Task prompt >> Each line below from the one containing "495, font2, paint);" through the one containing "paint.setColor(0xFFEB6500);" is to be given again exactly, and no line outside that span.

Dataset entries >>

*** Block opens ***

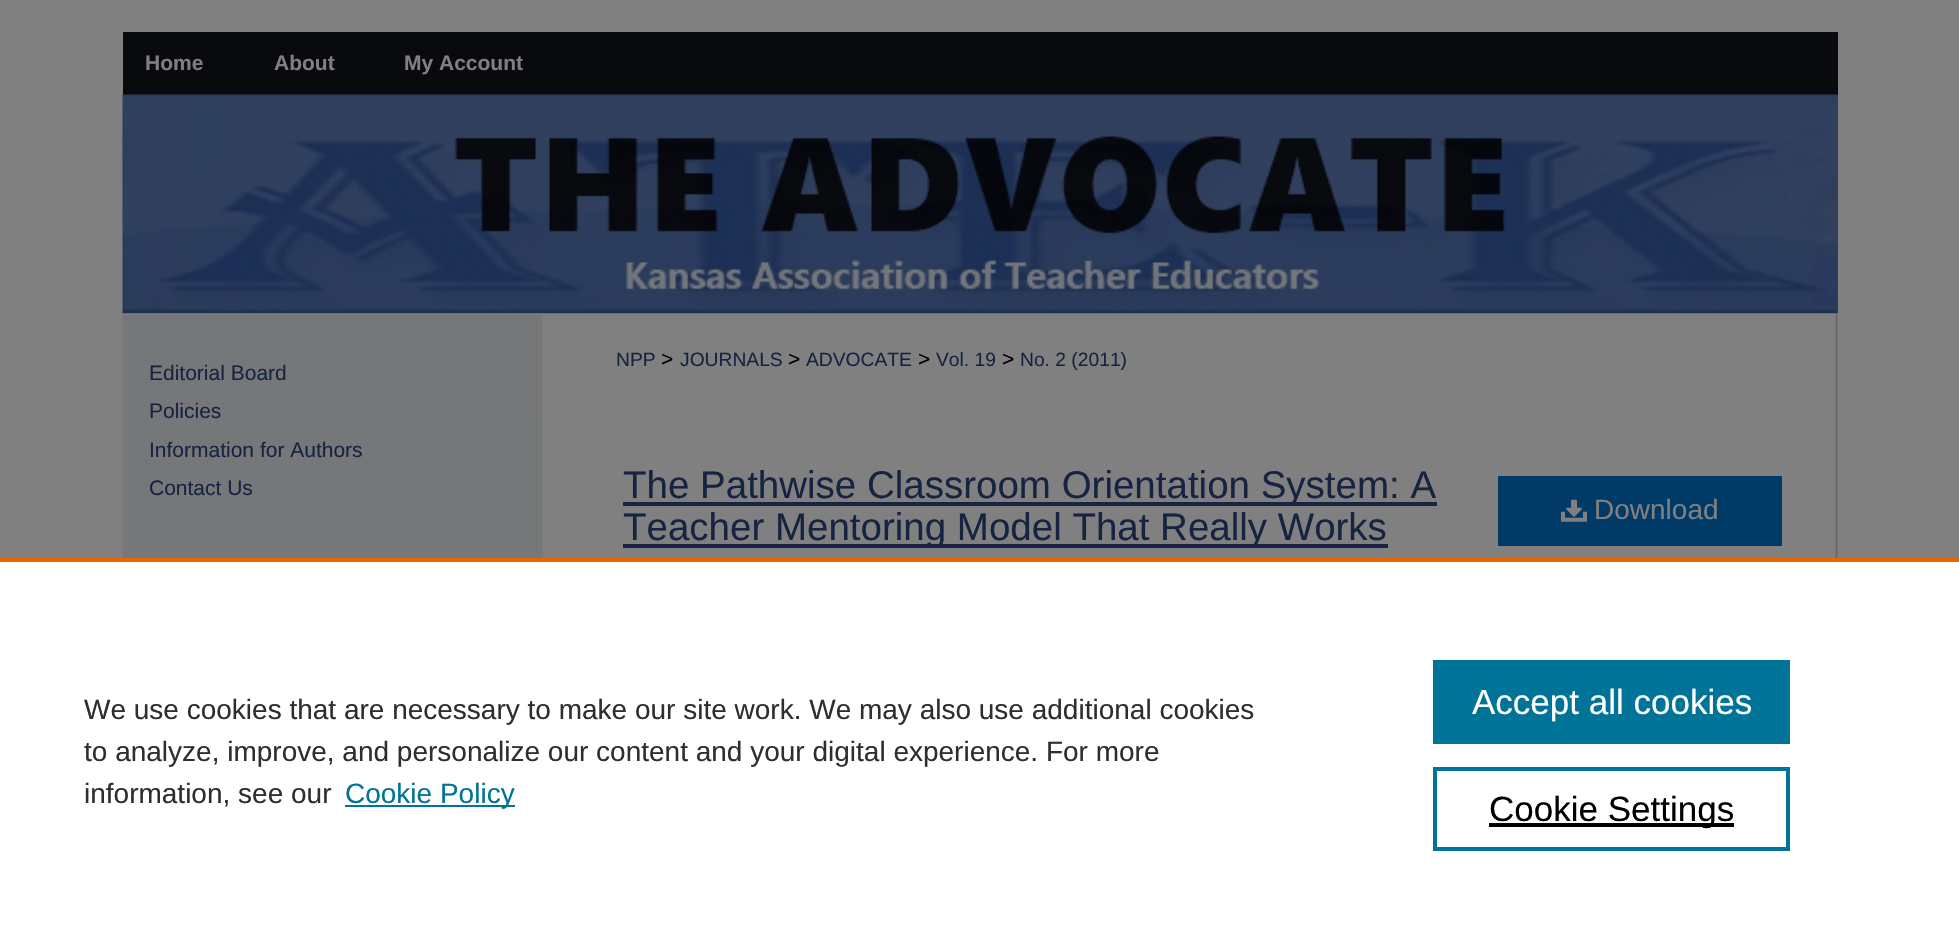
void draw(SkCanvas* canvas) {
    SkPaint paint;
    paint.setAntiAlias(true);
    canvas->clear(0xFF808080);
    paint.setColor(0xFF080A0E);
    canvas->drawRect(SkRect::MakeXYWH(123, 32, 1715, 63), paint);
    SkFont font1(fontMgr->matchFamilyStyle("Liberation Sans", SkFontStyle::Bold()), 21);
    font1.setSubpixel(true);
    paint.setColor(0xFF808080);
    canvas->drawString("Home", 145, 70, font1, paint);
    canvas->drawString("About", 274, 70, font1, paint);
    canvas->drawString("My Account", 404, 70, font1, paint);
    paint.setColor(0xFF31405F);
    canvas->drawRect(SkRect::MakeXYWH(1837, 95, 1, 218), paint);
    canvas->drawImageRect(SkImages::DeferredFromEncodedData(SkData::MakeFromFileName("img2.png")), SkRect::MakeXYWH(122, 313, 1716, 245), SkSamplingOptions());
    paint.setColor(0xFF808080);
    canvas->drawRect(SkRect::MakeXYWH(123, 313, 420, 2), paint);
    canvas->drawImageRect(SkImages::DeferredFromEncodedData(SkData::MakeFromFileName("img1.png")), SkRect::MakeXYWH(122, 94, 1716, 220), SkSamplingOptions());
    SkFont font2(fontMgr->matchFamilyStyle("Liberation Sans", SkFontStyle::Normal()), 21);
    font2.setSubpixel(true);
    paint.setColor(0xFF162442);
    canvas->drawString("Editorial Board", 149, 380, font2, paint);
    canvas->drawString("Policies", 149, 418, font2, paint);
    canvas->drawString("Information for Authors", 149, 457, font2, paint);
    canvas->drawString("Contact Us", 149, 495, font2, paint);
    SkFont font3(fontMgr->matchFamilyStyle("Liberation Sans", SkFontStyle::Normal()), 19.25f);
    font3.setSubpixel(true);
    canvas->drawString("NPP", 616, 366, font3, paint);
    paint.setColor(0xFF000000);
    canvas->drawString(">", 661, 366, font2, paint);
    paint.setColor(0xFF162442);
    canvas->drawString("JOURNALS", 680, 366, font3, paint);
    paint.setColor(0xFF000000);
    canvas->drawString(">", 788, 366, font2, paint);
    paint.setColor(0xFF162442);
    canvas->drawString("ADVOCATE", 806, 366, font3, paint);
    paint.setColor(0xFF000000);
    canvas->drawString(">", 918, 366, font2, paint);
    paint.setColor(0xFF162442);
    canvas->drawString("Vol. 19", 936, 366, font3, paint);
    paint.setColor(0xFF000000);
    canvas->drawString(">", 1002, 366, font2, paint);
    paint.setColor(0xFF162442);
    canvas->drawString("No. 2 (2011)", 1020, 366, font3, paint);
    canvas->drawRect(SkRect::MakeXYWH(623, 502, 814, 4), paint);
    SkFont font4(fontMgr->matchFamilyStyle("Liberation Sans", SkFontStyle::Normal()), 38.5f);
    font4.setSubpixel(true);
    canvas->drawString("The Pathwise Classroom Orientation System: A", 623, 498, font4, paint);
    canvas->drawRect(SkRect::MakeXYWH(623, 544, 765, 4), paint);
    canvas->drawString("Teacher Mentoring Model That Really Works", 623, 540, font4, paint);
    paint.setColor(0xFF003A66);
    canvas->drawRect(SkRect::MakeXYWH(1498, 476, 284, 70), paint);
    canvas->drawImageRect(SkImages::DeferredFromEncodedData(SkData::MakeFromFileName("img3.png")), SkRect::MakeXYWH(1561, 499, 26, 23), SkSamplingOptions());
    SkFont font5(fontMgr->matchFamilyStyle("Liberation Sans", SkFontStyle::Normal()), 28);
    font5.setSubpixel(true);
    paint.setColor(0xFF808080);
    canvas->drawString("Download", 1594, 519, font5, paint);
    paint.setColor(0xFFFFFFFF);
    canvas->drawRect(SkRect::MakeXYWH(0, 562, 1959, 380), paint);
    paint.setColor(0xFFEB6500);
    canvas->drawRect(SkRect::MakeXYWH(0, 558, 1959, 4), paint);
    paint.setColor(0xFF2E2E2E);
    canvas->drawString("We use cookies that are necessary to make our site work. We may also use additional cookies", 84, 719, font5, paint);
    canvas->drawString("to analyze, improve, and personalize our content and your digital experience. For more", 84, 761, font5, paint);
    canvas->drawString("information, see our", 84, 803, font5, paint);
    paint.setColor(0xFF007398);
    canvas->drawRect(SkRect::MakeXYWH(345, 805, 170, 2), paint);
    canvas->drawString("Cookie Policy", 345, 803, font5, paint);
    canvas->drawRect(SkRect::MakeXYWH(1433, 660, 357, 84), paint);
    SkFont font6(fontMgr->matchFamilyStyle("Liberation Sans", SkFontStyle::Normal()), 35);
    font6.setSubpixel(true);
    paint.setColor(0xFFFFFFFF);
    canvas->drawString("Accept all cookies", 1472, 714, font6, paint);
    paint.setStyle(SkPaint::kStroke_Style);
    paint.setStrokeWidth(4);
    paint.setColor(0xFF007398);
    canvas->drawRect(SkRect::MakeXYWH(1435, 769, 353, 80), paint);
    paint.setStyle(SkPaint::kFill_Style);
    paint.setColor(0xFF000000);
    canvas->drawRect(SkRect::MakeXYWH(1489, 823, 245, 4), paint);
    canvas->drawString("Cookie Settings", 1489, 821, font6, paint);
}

*** Block closes ***
*** Block opens ***

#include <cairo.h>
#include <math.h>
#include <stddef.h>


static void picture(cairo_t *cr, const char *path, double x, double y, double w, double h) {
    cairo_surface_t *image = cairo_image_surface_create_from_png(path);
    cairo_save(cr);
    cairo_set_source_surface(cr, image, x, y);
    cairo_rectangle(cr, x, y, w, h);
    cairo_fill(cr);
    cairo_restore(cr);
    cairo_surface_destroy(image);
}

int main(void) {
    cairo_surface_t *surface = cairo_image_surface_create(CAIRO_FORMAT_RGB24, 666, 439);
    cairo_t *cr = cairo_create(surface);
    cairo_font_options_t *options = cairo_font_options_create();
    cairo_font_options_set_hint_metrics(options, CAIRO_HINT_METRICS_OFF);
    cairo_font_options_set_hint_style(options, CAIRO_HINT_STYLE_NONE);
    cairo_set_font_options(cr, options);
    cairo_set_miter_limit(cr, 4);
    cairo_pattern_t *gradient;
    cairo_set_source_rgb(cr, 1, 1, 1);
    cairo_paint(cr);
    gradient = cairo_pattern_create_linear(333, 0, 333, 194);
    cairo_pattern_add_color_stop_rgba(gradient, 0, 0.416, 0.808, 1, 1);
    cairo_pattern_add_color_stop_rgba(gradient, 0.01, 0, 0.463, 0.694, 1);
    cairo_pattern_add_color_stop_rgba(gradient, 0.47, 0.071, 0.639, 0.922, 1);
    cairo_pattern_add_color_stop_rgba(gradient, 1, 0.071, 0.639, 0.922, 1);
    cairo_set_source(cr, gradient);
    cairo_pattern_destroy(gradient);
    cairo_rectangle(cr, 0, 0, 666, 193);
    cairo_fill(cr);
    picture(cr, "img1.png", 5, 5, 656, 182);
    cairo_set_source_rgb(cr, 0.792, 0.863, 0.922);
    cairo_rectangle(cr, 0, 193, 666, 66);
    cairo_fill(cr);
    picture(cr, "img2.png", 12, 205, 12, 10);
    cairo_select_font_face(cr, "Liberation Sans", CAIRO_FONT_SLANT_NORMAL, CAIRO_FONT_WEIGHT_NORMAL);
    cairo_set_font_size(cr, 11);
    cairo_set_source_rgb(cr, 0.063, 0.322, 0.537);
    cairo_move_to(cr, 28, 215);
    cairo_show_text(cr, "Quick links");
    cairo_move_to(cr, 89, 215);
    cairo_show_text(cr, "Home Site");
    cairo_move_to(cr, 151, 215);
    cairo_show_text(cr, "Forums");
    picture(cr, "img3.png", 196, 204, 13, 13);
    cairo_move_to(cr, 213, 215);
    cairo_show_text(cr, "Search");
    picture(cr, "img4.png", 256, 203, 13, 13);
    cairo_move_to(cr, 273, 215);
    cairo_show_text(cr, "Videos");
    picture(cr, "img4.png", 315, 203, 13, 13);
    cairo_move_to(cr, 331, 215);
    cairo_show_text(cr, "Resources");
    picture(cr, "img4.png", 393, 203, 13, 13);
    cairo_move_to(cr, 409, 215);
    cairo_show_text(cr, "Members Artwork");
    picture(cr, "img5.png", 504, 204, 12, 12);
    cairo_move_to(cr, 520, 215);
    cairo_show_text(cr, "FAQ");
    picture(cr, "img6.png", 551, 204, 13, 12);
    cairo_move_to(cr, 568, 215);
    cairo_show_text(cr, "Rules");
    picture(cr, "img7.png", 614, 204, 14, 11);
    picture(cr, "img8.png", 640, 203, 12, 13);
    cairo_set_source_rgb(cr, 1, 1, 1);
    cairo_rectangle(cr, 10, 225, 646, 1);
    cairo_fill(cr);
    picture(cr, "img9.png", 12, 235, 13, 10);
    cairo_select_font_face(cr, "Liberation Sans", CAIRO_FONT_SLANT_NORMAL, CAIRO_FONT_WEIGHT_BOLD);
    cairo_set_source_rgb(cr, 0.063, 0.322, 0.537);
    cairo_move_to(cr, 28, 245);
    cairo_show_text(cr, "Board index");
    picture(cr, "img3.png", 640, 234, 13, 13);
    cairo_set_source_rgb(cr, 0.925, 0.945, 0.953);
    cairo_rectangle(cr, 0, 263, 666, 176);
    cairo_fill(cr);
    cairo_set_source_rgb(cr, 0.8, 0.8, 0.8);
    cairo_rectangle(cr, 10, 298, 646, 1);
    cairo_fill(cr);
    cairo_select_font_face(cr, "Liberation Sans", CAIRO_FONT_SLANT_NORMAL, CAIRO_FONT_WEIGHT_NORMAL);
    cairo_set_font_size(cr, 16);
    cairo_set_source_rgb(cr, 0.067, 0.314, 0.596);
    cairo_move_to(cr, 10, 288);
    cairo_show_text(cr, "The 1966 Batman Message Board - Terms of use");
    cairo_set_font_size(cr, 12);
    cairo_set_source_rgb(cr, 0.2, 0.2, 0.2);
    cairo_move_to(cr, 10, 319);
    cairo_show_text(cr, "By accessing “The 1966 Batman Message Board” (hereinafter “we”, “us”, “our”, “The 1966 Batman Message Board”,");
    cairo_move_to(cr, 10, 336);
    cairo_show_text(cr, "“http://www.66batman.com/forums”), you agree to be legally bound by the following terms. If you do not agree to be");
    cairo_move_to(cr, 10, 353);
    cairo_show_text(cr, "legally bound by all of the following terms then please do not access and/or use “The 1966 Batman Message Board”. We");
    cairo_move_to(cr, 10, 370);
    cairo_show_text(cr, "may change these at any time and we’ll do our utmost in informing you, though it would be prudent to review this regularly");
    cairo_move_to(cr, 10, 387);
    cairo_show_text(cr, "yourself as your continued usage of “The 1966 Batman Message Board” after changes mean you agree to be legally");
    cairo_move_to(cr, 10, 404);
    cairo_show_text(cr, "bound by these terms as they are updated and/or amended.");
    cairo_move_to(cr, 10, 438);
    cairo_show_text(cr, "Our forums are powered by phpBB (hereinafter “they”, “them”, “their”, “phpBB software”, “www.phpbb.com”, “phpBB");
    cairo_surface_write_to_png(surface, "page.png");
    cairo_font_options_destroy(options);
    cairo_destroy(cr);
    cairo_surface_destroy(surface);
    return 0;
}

*** Block closes ***
*** Block opens ***

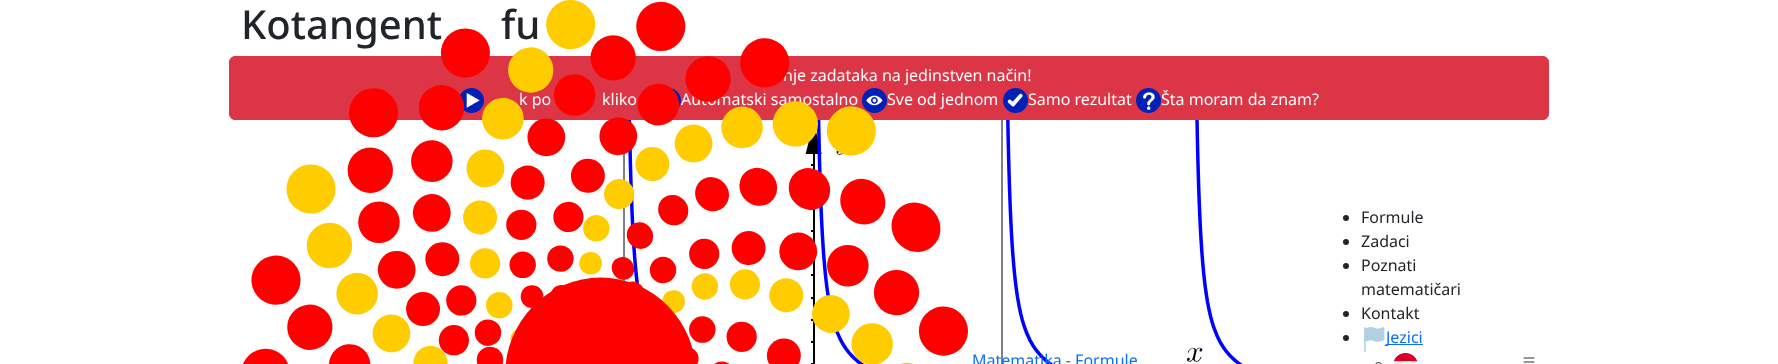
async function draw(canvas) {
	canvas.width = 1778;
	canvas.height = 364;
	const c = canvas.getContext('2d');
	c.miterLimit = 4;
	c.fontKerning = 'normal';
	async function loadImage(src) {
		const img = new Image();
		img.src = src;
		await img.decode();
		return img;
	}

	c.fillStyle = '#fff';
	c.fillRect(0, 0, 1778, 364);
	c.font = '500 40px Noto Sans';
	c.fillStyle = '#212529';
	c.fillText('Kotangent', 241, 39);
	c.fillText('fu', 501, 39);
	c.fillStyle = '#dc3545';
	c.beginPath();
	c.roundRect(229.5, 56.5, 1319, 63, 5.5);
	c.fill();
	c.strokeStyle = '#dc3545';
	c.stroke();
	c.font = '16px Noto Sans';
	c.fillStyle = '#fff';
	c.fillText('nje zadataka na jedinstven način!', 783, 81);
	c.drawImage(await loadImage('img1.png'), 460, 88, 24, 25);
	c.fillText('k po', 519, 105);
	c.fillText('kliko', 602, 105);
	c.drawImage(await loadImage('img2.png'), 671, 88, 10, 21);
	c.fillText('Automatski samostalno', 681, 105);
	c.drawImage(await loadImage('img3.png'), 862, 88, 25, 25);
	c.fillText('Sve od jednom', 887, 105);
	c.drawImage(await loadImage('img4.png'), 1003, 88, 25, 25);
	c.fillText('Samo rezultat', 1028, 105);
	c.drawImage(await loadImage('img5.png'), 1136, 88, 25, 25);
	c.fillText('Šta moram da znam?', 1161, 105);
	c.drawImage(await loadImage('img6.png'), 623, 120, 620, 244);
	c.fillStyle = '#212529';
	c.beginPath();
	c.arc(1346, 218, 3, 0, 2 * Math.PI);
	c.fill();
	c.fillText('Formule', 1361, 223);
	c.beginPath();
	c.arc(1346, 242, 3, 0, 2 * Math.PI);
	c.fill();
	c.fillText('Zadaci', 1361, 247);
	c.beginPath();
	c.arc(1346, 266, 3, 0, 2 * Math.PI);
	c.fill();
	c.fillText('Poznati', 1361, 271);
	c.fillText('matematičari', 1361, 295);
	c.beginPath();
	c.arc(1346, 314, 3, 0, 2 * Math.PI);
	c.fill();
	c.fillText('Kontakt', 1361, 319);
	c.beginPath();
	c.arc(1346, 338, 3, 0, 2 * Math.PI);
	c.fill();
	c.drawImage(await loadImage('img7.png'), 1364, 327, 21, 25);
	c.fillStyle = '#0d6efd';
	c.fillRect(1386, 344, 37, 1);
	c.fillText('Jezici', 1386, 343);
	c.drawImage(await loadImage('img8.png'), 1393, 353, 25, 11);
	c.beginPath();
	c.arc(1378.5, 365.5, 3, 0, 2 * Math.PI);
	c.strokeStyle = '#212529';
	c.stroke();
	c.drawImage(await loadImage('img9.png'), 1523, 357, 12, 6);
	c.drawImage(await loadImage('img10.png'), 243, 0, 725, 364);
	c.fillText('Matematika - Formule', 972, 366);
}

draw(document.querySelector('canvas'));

*** Block closes ***

Task solution >>
    canvas->drawString("Contact Us", 149, 495, font2, paint);
    SkFont font3(fontMgr->matchFamilyStyle("Liberation Sans", SkFontStyle::Normal()), 19.25f);
    font3.setSubpixel(true);
    canvas->drawString("NPP", 616, 366, font3, paint);
    paint.setColor(0xFF000000);
    canvas->drawString(">", 661, 366, font2, paint);
    paint.setColor(0xFF162442);
    canvas->drawString("JOURNALS", 680, 366, font3, paint);
    paint.setColor(0xFF000000);
    canvas->drawString(">", 788, 366, font2, paint);
    paint.setColor(0xFF162442);
    canvas->drawString("ADVOCATE", 806, 366, font3, paint);
    paint.setColor(0xFF000000);
    canvas->drawString(">", 918, 366, font2, paint);
    paint.setColor(0xFF162442);
    canvas->drawString("Vol. 19", 936, 366, font3, paint);
    paint.setColor(0xFF000000);
    canvas->drawString(">", 1002, 366, font2, paint);
    paint.setColor(0xFF162442);
    canvas->drawString("No. 2 (2011)", 1020, 366, font3, paint);
    canvas->drawRect(SkRect::MakeXYWH(623, 502, 814, 4), paint);
    SkFont font4(fontMgr->matchFamilyStyle("Liberation Sans", SkFontStyle::Normal()), 38.5f);
    font4.setSubpixel(true);
    canvas->drawString("The Pathwise Classroom Orientation System: A", 623, 498, font4, paint);
    canvas->drawRect(SkRect::MakeXYWH(623, 544, 765, 4), paint);
    canvas->drawString("Teacher Mentoring Model That Really Works", 623, 540, font4, paint);
    paint.setColor(0xFF003A66);
    canvas->drawRect(SkRect::MakeXYWH(1498, 476, 284, 70), paint);
    canvas->drawImageRect(SkImages::DeferredFromEncodedData(SkData::MakeFromFileName("img3.png")), SkRect::MakeXYWH(1561, 499, 26, 23), SkSamplingOptions());
    SkFont font5(fontMgr->matchFamilyStyle("Liberation Sans", SkFontStyle::Normal()), 28);
    font5.setSubpixel(true);
    paint.setColor(0xFF808080);
    canvas->drawString("Download", 1594, 519, font5, paint);
    paint.setColor(0xFFFFFFFF);
    canvas->drawRect(SkRect::MakeXYWH(0, 562, 1959, 380), paint);
    paint.setColor(0xFFEB6500);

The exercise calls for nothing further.